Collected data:
--- START ---

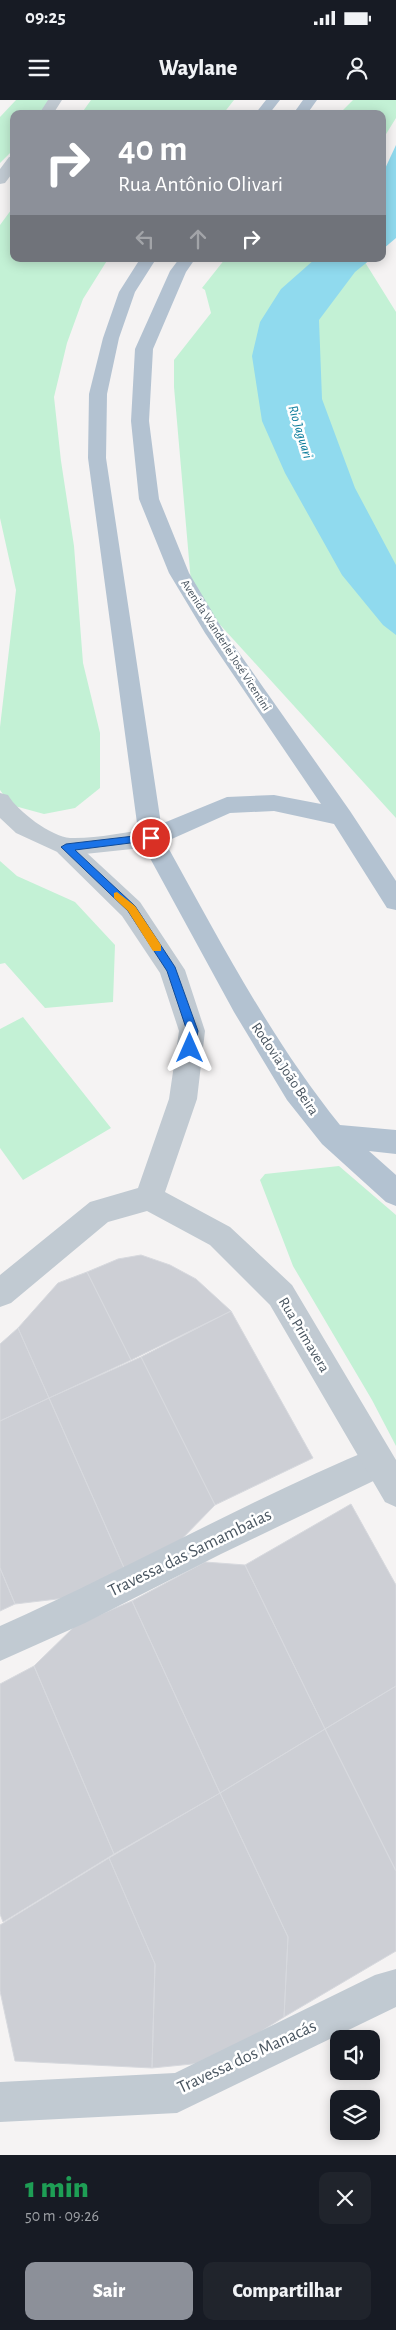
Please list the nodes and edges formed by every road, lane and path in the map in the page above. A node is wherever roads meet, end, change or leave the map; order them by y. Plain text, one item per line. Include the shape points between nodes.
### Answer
1 (273, 100) edge
2 (265, 110) edge
3 (10, 166) edge
4 (0, 180) edge
5 (146, 262) edge
6 (185, 262) edge
7 (0, 801) edge
8 (342, 817) junction
9 (151, 838) junction
10 (66, 847) junction
11 (396, 901) edge
12 (332, 1136) junction
13 (396, 1142) edge
14 (396, 1193) edge
15 (149, 1198) junction
16 (0, 1293) edge
17 (379, 1462) junction
18 (396, 1491) edge
19 (0, 1644) edge
20 (396, 1988) edge
21 (0, 2102) edge

1 - 2 main road
3 - 4 street
5 - 9 main road via 127,292 111,338 98,394 97,458
6 - 8 main road, Avenida Wanderlei José Vicentini via 144,349 140,421 149,499 179,573 215,633
7 - 10 street via 24,827
8 - 9 main road via 274,802 226,805
8 - 11 main road
9 - 10 street
9 - 12 main road, Rodovia João Beira via 243,1005 297,1092
10 - 15 street via 131,909 172,970 192,1031 183,1099
12 - 13 main road
12 - 14 main road, Rodovia João Beira
15 - 16 street via 100,1211
15 - 17 street, Rua Primavera via 220,1236 281,1295
17 - 18 street, Rua Primavera
17 - 19 street, Travessa das Samambaias
20 - 21 street, Travessa dos Manacás via 177,2093

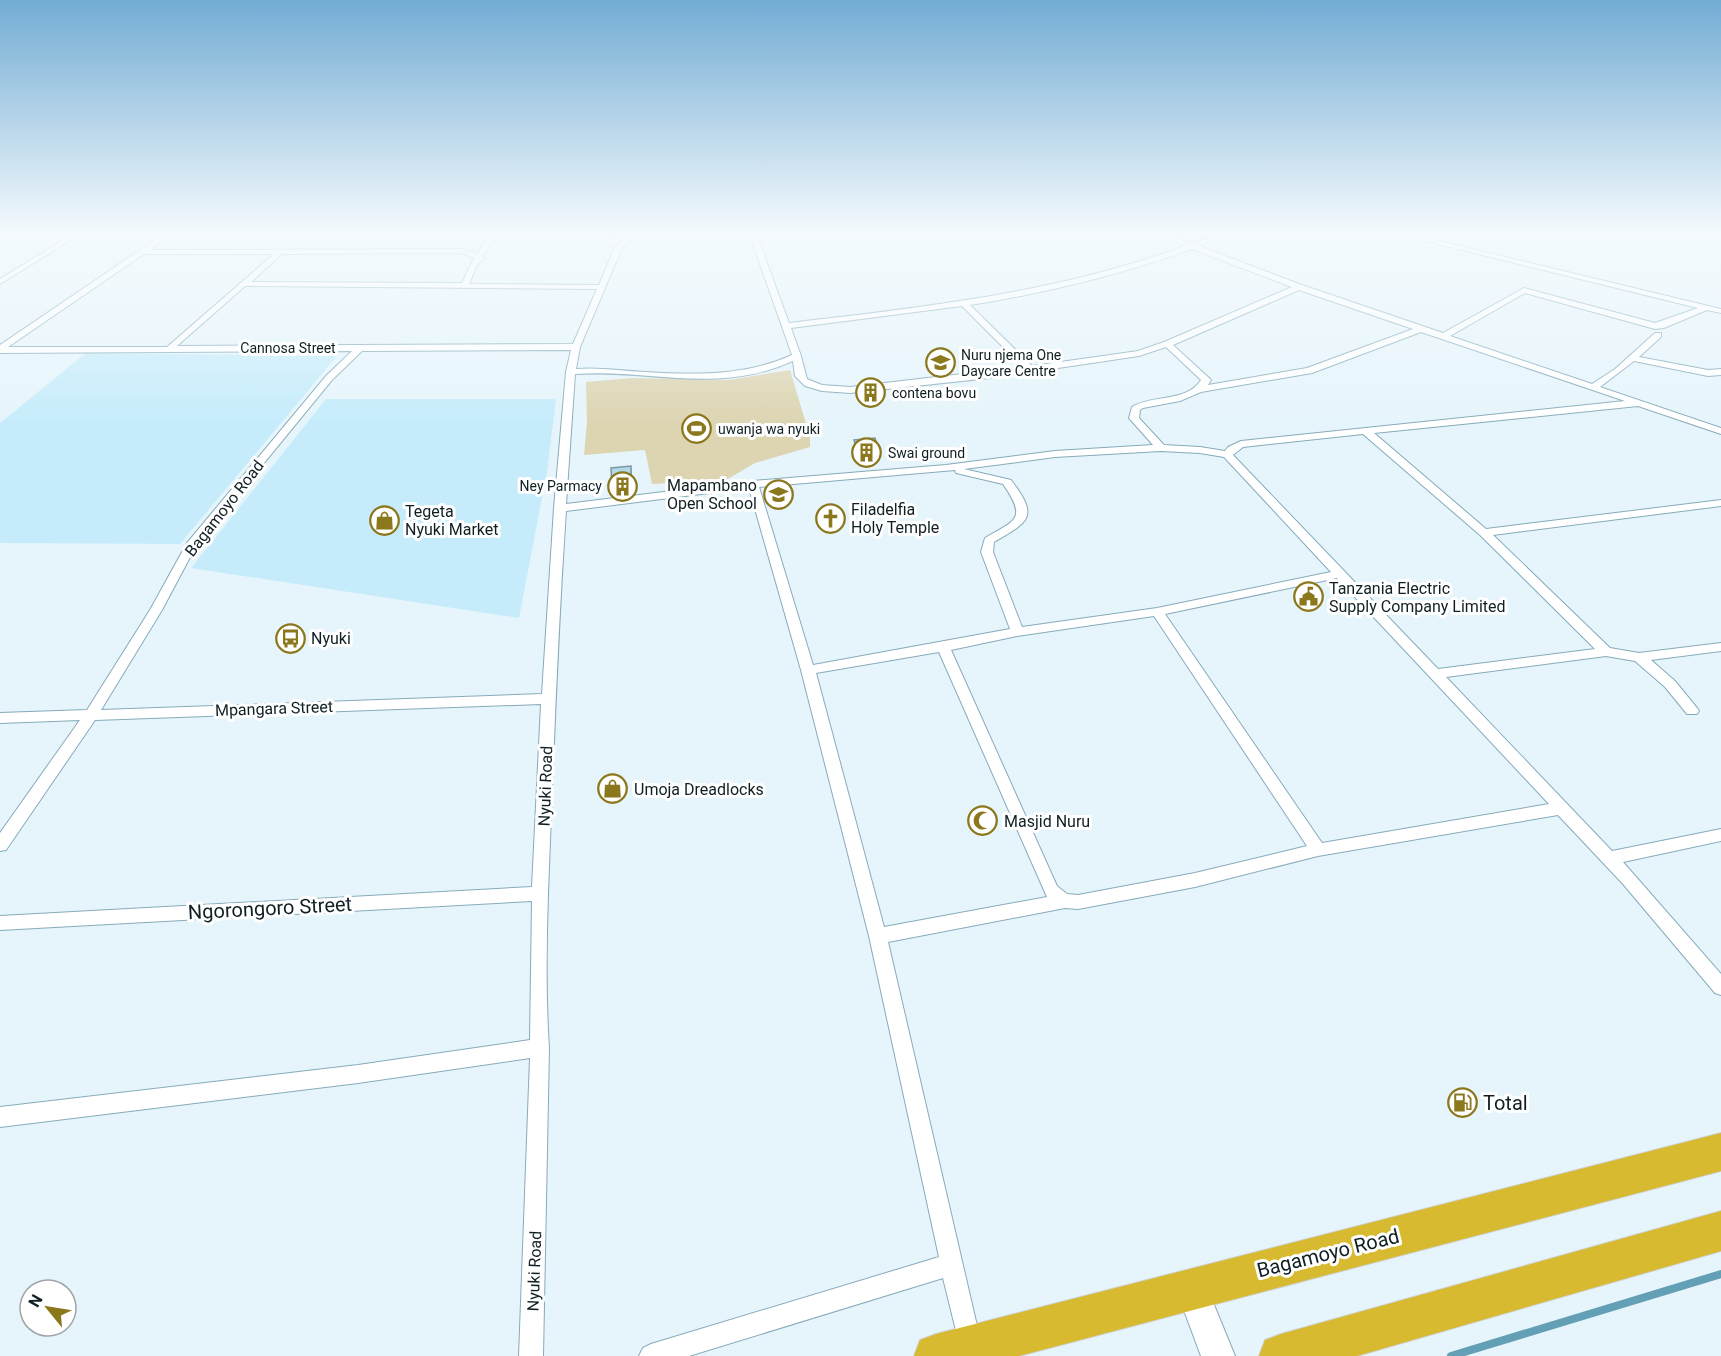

--- END ---

» About this task: Without the pictures, write out every line above exactly as it appears.

» Expected answer:
Please list the nodes and edges formed by every road, lane and path in the map in the page above. A node is wherever roads meet, end, change or leave the map; order them by y. Plain text, one item per line. Include the shape points between nodes.
### Answer
1 (273, 100) edge
2 (265, 110) edge
3 (10, 166) edge
4 (0, 180) edge
5 (146, 262) edge
6 (185, 262) edge
7 (0, 801) edge
8 (342, 817) junction
9 (151, 838) junction
10 (66, 847) junction
11 (396, 901) edge
12 (332, 1136) junction
13 (396, 1142) edge
14 (396, 1193) edge
15 (149, 1198) junction
16 (0, 1293) edge
17 (379, 1462) junction
18 (396, 1491) edge
19 (0, 1644) edge
20 (396, 1988) edge
21 (0, 2102) edge

1 - 2 main road
3 - 4 street
5 - 9 main road via 127,292 111,338 98,394 97,458
6 - 8 main road, Avenida Wanderlei José Vicentini via 144,349 140,421 149,499 179,573 215,633
7 - 10 street via 24,827
8 - 9 main road via 274,802 226,805
8 - 11 main road
9 - 10 street
9 - 12 main road, Rodovia João Beira via 243,1005 297,1092
10 - 15 street via 131,909 172,970 192,1031 183,1099
12 - 13 main road
12 - 14 main road, Rodovia João Beira
15 - 16 street via 100,1211
15 - 17 street, Rua Primavera via 220,1236 281,1295
17 - 18 street, Rua Primavera
17 - 19 street, Travessa das Samambaias
20 - 21 street, Travessa dos Manacás via 177,2093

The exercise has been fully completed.